If the object is already deallocated, the closure is simply not executed.

swift-capture helpers utilize variadic generics to automatically support any number of arguments:

networkService.perform(request, completion: capture { _self, response, data, error in
  // ...
})

For non-Void and non-Optional output closures, a default value must be provided:

dataSource.numberOfItems = capture(orReturn: 0) { _self in
  _self.items.count
}

Access to properties can be simplified by using key paths as functions:

dataSource.numberOfItems = capture(orReturn: 0, in: \.items.count)

Overriding strategy

When you need a custom capture strategy, it is recommended to use method accessors:

object.capture(as: .strong) { _self in
  _self.performCriticalWork()
}

The functor accessor also provides a way to override the default (.weak) strategy:

object.capture.as(.strong).orReturn(()) { _self in
  _self.performWork()
}

Note

There are proper overrides of callAsFunction available as well, so the following examples are also valid:

object.capture.as(.strong)(in: { _self in
    _self.performWork()
})
object.capture.as(.strong).self { _self in
    _self.performWork()
}
object.capture.as(.strong).callAsFunction { _self in
    _self.performWork()
}

However, this will not compile even though the code is valid:

object.capture.as(.strong) { _self in // ❌ Extra trailing closure passed in call
    _self.performWork()
}

Convenience method orReturn is provided as a workaround for a Swift compiler bug that leads to a compilation issue when callAsFunction is used as a trailing closure.


Async / throwing variants

All function kinds are supported:

try object.capture { _self in
  try _self.throwingWork()
}

await object.capture { _self in
  await _self.asyncWork()
}

try await object.capture { _self in
  try await _self.asyncThrowingWork()
}

Including overloads for orReturn and onMainActor functor methods.

Sendability

  • Functors are Sendable when the captured object is Sendable.
  • Sendable functors preserve closure sendability.
  • onMainActor can be used to preserve @MainActor.
  • uncheckedSendable is available for explicit opt-out.
object.capture.uncheckedSendable.onMainActor { _self in
  _self.updateUI()
}

Containers

This package does also provide:

  • Weak
  • Strong
  • Unowned
  • Captured

Installation

Basic

You can add swift-capture to an Xcode project by adding it as a package dependency.

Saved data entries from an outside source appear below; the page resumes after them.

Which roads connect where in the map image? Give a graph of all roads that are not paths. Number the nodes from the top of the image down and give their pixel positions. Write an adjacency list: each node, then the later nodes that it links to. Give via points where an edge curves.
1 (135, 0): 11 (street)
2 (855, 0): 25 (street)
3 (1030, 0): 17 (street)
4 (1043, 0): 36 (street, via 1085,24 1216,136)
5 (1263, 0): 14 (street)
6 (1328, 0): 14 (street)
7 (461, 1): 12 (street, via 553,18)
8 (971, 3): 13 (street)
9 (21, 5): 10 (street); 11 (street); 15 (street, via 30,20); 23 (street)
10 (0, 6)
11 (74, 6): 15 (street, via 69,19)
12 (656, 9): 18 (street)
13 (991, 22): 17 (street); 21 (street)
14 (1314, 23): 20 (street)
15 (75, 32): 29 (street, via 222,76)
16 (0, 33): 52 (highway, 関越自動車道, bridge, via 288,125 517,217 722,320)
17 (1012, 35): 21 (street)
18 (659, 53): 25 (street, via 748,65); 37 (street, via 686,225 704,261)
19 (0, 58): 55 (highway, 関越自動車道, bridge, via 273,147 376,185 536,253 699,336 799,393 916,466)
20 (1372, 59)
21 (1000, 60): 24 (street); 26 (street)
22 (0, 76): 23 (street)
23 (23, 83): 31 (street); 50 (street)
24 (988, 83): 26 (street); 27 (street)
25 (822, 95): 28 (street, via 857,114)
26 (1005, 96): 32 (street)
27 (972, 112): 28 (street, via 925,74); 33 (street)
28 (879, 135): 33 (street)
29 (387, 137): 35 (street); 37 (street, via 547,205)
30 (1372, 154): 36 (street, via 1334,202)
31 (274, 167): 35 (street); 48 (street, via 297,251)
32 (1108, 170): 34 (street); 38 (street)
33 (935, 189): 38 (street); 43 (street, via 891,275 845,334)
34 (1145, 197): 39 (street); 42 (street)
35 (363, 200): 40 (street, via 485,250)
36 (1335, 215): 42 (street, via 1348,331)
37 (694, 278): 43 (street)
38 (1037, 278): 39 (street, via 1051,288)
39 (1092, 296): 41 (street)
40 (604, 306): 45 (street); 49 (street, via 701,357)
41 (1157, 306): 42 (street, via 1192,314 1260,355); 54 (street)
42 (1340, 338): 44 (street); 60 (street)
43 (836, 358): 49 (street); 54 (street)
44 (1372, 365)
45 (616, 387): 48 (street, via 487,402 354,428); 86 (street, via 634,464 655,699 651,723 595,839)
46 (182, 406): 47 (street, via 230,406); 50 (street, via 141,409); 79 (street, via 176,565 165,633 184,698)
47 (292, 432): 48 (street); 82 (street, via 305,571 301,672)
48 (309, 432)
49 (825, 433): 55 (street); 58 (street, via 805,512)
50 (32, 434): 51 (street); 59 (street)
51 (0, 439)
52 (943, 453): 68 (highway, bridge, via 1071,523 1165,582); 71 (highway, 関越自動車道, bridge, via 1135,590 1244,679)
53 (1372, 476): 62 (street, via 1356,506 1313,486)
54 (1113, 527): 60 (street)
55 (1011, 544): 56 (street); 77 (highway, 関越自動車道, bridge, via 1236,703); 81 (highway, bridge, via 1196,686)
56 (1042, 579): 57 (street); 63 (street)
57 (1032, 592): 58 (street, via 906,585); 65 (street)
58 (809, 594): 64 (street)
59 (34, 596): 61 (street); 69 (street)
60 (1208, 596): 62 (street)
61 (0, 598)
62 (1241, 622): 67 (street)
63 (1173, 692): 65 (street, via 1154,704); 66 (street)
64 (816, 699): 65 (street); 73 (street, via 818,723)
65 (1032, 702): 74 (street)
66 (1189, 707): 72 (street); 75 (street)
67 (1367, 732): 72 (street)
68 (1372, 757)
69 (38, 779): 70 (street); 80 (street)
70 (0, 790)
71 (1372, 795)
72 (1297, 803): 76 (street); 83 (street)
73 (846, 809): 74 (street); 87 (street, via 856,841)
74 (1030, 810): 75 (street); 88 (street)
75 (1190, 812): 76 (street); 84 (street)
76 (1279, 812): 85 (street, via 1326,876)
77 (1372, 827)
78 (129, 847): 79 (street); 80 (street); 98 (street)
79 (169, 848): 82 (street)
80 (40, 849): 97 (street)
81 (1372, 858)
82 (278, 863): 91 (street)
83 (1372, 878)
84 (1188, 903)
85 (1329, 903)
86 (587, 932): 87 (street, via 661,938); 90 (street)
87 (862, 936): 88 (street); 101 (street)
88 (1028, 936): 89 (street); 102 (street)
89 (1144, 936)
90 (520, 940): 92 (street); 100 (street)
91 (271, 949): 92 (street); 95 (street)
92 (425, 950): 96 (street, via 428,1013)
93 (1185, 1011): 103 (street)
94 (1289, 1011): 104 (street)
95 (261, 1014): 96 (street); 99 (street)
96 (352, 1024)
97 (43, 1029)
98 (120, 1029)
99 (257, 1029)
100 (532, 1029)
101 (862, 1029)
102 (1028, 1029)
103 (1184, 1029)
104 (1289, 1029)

  1. From the File menu, select Swift Packages › Add Package Dependency…
  2. Enter https://github.com/capturecontext/swift-capture into the package repository URL text field
  3. Choose the products you need to link to your project.

Recommended

If you use SwiftPM for your project structure, add swift-capture to your package file:

.package(
  url: "https://github.com/capturecontext/swift-capture.git",
  .upToNextMajor(from: "4.0.0")
)

Do not forget about target dependencies:

.product(
  name: "Capture",
  package: "swift-capture"
)

License

This library is released under the MIT license. See LICENSE for details.